E
Effort[edit | edit source]
It is only effort, in whatever domain it be—material effort, moral effort, intellectual effort—which creates in the being certain vibrations which enable you to get connected with universal vibrations; and it is this which gives joy. It is effort which pulls you out of inertia; it is effort which makes you receptive to the universal forces. When you want to realise something, you make quite spontaneously the necessary effort; this concentrates your energies on the thing to be realised and that gives a meaning to your life. This compels you to a sort of organisation of yourself, a sort of concentration of your energies, because it is this that you wish to do and not fifty other things which contradict it. And it is in this concentration, this intensity of the will, that lies the origin of joy. This gives you the power to receive energies in exchange for those you spend. [1]
Ego[edit | edit source]
Ego is constituted by Nature and is at once a mental, vital and physical formation meant to aid in centralising and individualising the outer consciousness and action. When the true being is discovered, the utility of the ego is over and this formation has to disappear - the true being is felt in its place. [2]
Egocentric and Unegoistic
The egocentric man feels and takes things as they affect him. Does this please me or displease, give me gladness or pain, flatter my pride, vanity, ambition or hurt it, satisfy my desires or thwart them, etc. The unegoistic man does not look at things like that. He looks to see what what is their meaning, how they get into the scheme of things - or else he feels calm and equal, refers everything to the Divine, or if he is a man of action, how they will serve the work that has to be done or the life of the world or the cause he serves, etc. [3]
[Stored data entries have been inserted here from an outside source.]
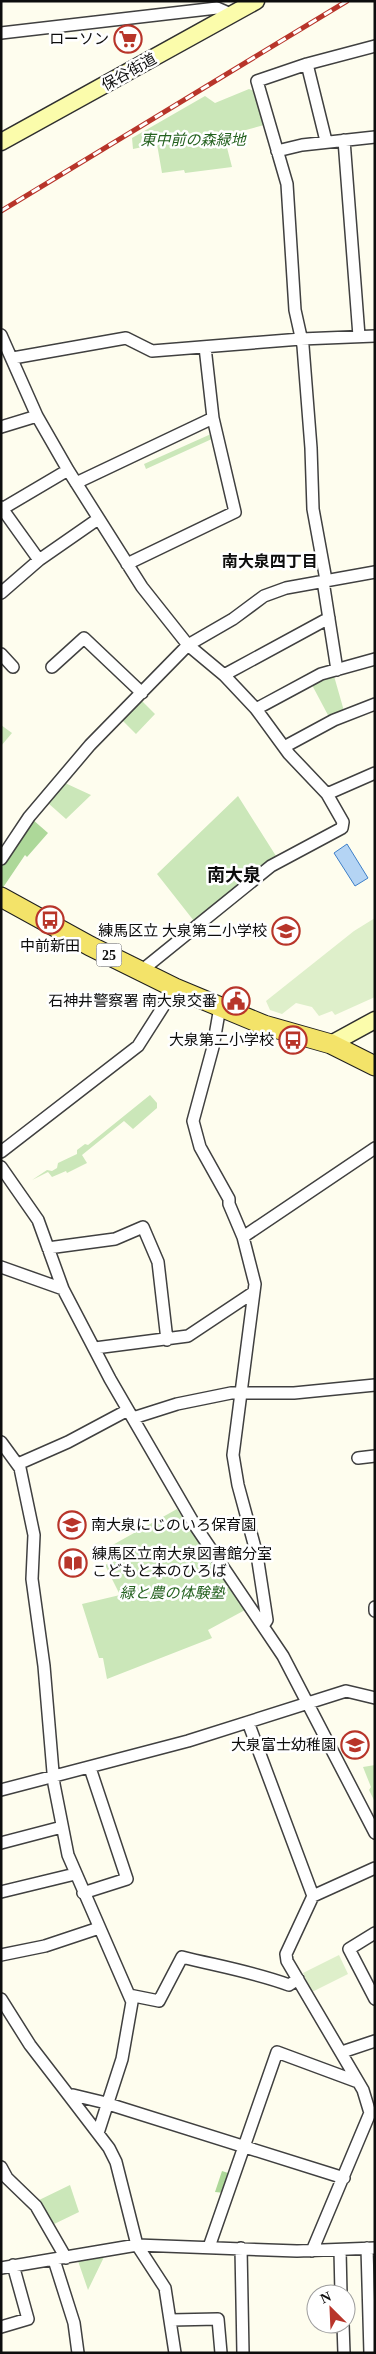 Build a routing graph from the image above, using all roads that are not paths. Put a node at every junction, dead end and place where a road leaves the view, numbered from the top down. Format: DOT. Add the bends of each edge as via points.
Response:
graph roads {
  1 [pos="256,1"];
  2 [pos="233,15"];
  3 [pos="1,33"];
  4 [pos="375,46"];
  5 [pos="307,64"];
  6 [pos="375,137"];
  7 [pos="344,140"];
  8 [pos="326,141"];
  9 [pos="1,142"];
  10 [pos="277,151"];
  11 [pos="1,335"];
  12 [pos="359,336"];
  13 [pos="375,336"];
  14 [pos="301,339"];
  15 [pos="205,347"];
  16 [pos="13,358"];
  17 [pos="37,416"];
  18 [pos="214,418"];
  19 [pos="1,427"];
  20 [pos="68,470"];
  21 [pos="76,483"];
  22 [pos="2,508"];
  23 [pos="98,519"];
  24 [pos="39,560"];
  25 [pos="127,564"];
  26 [pos="375,572"];
  27 [pos="325,580"];
  28 [pos="1,593"];
  29 [pos="329,618"];
  30 [pos="188,645"];
  31 [pos="1,654"];
  32 [pos="375,659"];
  33 [pos="13,667"];
  34 [pos="52,668"];
  35 [pos="337,670"];
  36 [pos="224,675"];
  37 [pos="142,692"];
  38 [pos="375,704"];
  39 [pos="256,709"];
  40 [pos="284,747"];
  41 [pos="375,773"];
  42 [pos="327,794"];
  43 [pos="1,859"];
  44 [pos="1,897"];
  45 [pos="140,971"];
  46 [pos="176,988"];
  47 [pos="227,1010"];
  48 [pos="375,1020"];
  49 [pos="331,1044"];
  50 [pos="375,1066"];
  51 [pos="375,1148"];
  52 [pos="1,1152"];
  53 [pos="1,1167"];
  54 [pos="6,1184"];
  55 [pos="243,1237"];
  56 [pos="48,1248"];
  57 [pos="1,1267"];
  58 [pos="64,1289"];
  59 [pos="254,1292"];
  60 [pos="167,1340"];
  61 [pos="96,1348"];
  62 [pos="375,1385"];
  63 [pos="240,1394"];
  64 [pos="131,1414"];
  65 [pos="1,1442"];
  66 [pos="375,1456"];
  67 [pos="358,1458"];
  68 [pos="18,1464"];
  69 [pos="263,1626"];
  70 [pos="375,1698"];
  71 [pos="308,1702"];
  72 [pos="248,1722"];
  73 [pos="90,1768"];
  74 [pos="54,1777"];
  75 [pos="1,1790"];
  76 [pos="62,1827"];
  77 [pos="375,1833"];
  78 [pos="1,1843"];
  79 [pos="375,1868"];
  80 [pos="75,1874"];
  81 [pos="1,1892"];
  82 [pos="83,1893"];
  83 [pos="313,1896"];
  84 [pos="99,1928"];
  85 [pos="375,1933"];
  86 [pos="1,1955"];
  87 [pos="298,1979"];
  88 [pos="129,1995"];
  89 [pos="1,1999"];
  90 [pos="375,1999"];
  91 [pos="375,2042"];
  92 [pos="342,2052"];
  93 [pos="361,2086"];
  94 [pos="375,2086"];
  95 [pos="70,2097"];
  96 [pos="108,2104"];
  97 [pos="98,2133"];
  98 [pos="245,2149"];
  99 [pos="1,2167"];
  100 [pos="344,2178"];
  101 [pos="137,2245"];
  102 [pos="209,2247"];
  103 [pos="241,2248"];
  104 [pos="371,2248"];
  105 [pos="340,2250"];
  106 [pos="312,2251"];
  107 [pos="66,2258"];
  108 [pos="54,2260"];
  109 [pos="13,2265"];
  110 [pos="1,2268"];
  111 [pos="342,2284"];
  112 [pos="171,2320"];
  113 [pos="1,2328"];
  114 [pos="343,2334"];
  115 [pos="78,2353"];
  116 [pos="175,2353"];
  117 [pos="221,2353"];
  118 [pos="243,2353"];
  119 [pos="344,2353"];
  120 [pos="370,2353"];
  1 -- 2 [label="main road, 保谷街道"];
  2 -- 3 [label="street" via="216,8"];
  2 -- 9 [label="main road, 保谷街道"];
  4 -- 5 [label="street"];
  5 -- 8 [label="street"];
  5 -- 10 [label="street" via="257,81"];
  6 -- 7 [label="street"];
  7 -- 8 [label="street"];
  7 -- 12 [label="street"];
  8 -- 10 [label="street"];
  10 -- 14 [label="street" via="287,184 294,310"];
  11 -- 16 [label="street"];
  12 -- 13 [label="street"];
  12 -- 14 [label="street"];
  14 -- 15 [label="street"];
  14 -- 27 [label="street" via="312,448 314,509"];
  15 -- 16 [label="street" via="152,351 126,338"];
  15 -- 18 [label="street"];
  16 -- 17 [label="street"];
  17 -- 19 [label="street"];
  17 -- 20 [label="street"];
  18 -- 21 [label="street"];
  18 -- 25 [label="street" via="235,512"];
  20 -- 21 [label="street"];
  20 -- 22 [label="street"];
  21 -- 23 [label="street"];
  22 -- 24 [label="street"];
  23 -- 24 [label="street"];
  23 -- 25 [label="street"];
  24 -- 28 [label="street"];
  25 -- 30 [label="street"];
  26 -- 27 [label="street"];
  27 -- 29 [label="street"];
  27 -- 30 [label="street" via="264,596 233,619"];
  29 -- 35 [label="street"];
  29 -- 36 [label="street"];
  30 -- 36 [label="street"];
  30 -- 37 [label="street"];
  31 -- 33 [label="street"];
  32 -- 35 [label="street"];
  34 -- 37 [label="street" via="84,638"];
  35 -- 39 [label="street" via="321,674"];
  36 -- 39 [label="street"];
  37 -- 43 [label="street" via="90,745 40,804"];
  38 -- 40 [label="street" via="334,720"];
  39 -- 40 [label="street"];
  40 -- 42 [label="street"];
  41 -- 42 [label="street"];
  42 -- 45 [label="street" via="343,822 342,828 272,866"];
  44 -- 45 [label="main road, 25"];
  45 -- 46 [label="main road, 25"];
  46 -- 47 [label="main road, 25"];
  46 -- 52 [label="street" via="138,1046"];
  47 -- 49 [label="main road, 25" via="287,1033"];
  47 -- 55 [label="street" via="213,1047 193,1121 200,1147 229,1199"];
  48 -- 49 [label="main road"];
  49 -- 50 [label="main road, 25"];
  51 -- 55 [label="street"];
  53 -- 54 [label="street"];
  54 -- 56 [label="street" via="38,1220"];
  55 -- 59 [label="street"];
  56 -- 58 [label="street"];
  56 -- 60 [label="street" via="115,1239 143,1227 158,1262"];
  57 -- 58 [label="street"];
  58 -- 61 [label="street"];
  59 -- 60 [label="street" via="188,1336"];
  59 -- 63 [label="street"];
  60 -- 61 [label="street"];
  61 -- 64 [label="street"];
  62 -- 63 [label="street" via="312,1392"];
  63 -- 64 [label="street" via="230,1393"];
  63 -- 69 [label="street" via="233,1455 263,1588 267,1620"];
  64 -- 68 [label="street"];
  64 -- 69 [label="street" via="196,1527"];
  65 -- 68 [label="street"];
  66 -- 67 [label="street"];
  68 -- 74 [label="street" via="34,1535 32,1579"];
  69 -- 71 [label="street"];
  70 -- 71 [label="street" via="346,1691"];
  71 -- 72 [label="street"];
  71 -- 77 [label="street"];
  72 -- 73 [label="street"];
  72 -- 83 [label="street"];
  73 -- 74 [label="street"];
  73 -- 82 [label="street" via="127,1880"];
  74 -- 75 [label="street"];
  74 -- 76 [label="street"];
  76 -- 78 [label="street"];
  76 -- 80 [label="street"];
  79 -- 83 [label="street"];
  80 -- 81 [label="street"];
  80 -- 82 [label="street"];
  82 -- 84 [label="street"];
  83 -- 87 [label="street" via="286,1954"];
  84 -- 86 [label="street" via="45,1946"];
  84 -- 88 [label="street"];
  85 -- 90 [label="street" via="349,1948"];
  87 -- 88 [label="street" via="289,1984 182,1956 159,2001"];
  87 -- 92 [label="street"];
  88 -- 96 [label="street" via="132,2002 130,2019"];
  89 -- 95 [label="street"];
  91 -- 92 [label="street"];
  92 -- 93 [label="street"];
  93 -- 94 [label="street"];
  93 -- 98 [label="street" via="278,2051"];
  93 -- 100 [label="street" via="370,2116"];
  95 -- 96 [label="street" via="73,2095"];
  95 -- 97 [label="street"];
  96 -- 97 [label="street"];
  96 -- 98 [label="street"];
  97 -- 101 [label="street" via="116,2162"];
  98 -- 100 [label="street"];
  98 -- 102 [label="street"];
  99 -- 107 [label="street" via="36,2206"];
  100 -- 106 [label="street"];
  101 -- 102 [label="street"];
  101 -- 107 [label="street"];
  101 -- 112 [label="street" via="165,2288"];
  102 -- 103 [label="street"];
  103 -- 106 [label="street"];
  103 -- 118 [label="street"];
  104 -- 105 [label="street"];
  104 -- 120 [label="street"];
  105 -- 106 [label="street"];
  105 -- 111 [label="street"];
  107 -- 108 [label="street"];
  108 -- 109 [label="street"];
  108 -- 115 [label="street" via="74,2323"];
  109 -- 110 [label="street"];
  109 -- 113 [label="street" via="28,2319"];
  112 -- 116 [label="street"];
  112 -- 117 [label="street" via="218,2319"];
  114 -- 119 [label="street"];
}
Emanation[edit | edit source]
An emanation of the Mother is something of her consciousness and power put forth from her which, so long as it is in play, is held in close connection with her and, when its play is no longer required, is withdrawn back into its source, but can always be put out and brought into play once more. But also the detaining thread of connection can be severed and loosened and that which came forth as an emanation can proceed on its way as an independent divine being with its own play in the world. All the Gods can put forth such emanations from their being, identified with them in essence of consciousness and power though not commensurate.[4]
Emotion[edit | edit source]
The heart is the centre of the emotional being and the emotions are vital movements. When the heart is purified, the vital emotions change into psychic feelings or else psychicised vital movements.[5]
To indulge in the emotions, love, grief, sorrow, despair, emotional joy, etc. for their own sake with a sort of mental-vital over-emphasis on them is what is called sentimentalism. There should be in deep feeling a calm, a control, a purifying restraint and measure. One should not be at the mercy of one’s feelings and sentiments, but master of oneself always. [6]
Emotional Centre/Heart Centre[edit | edit source]
The lotus of the heart—Emotion, dynamic vital feeling (behind the heart is the seat of the psychic being).
The heart is the centre of the emotional being, the highest part of the vital.
The heart centre commands the psychic and vital—that opening enables the psychic influence to work in the vital and ends in the coming forward of the psychic being. [7]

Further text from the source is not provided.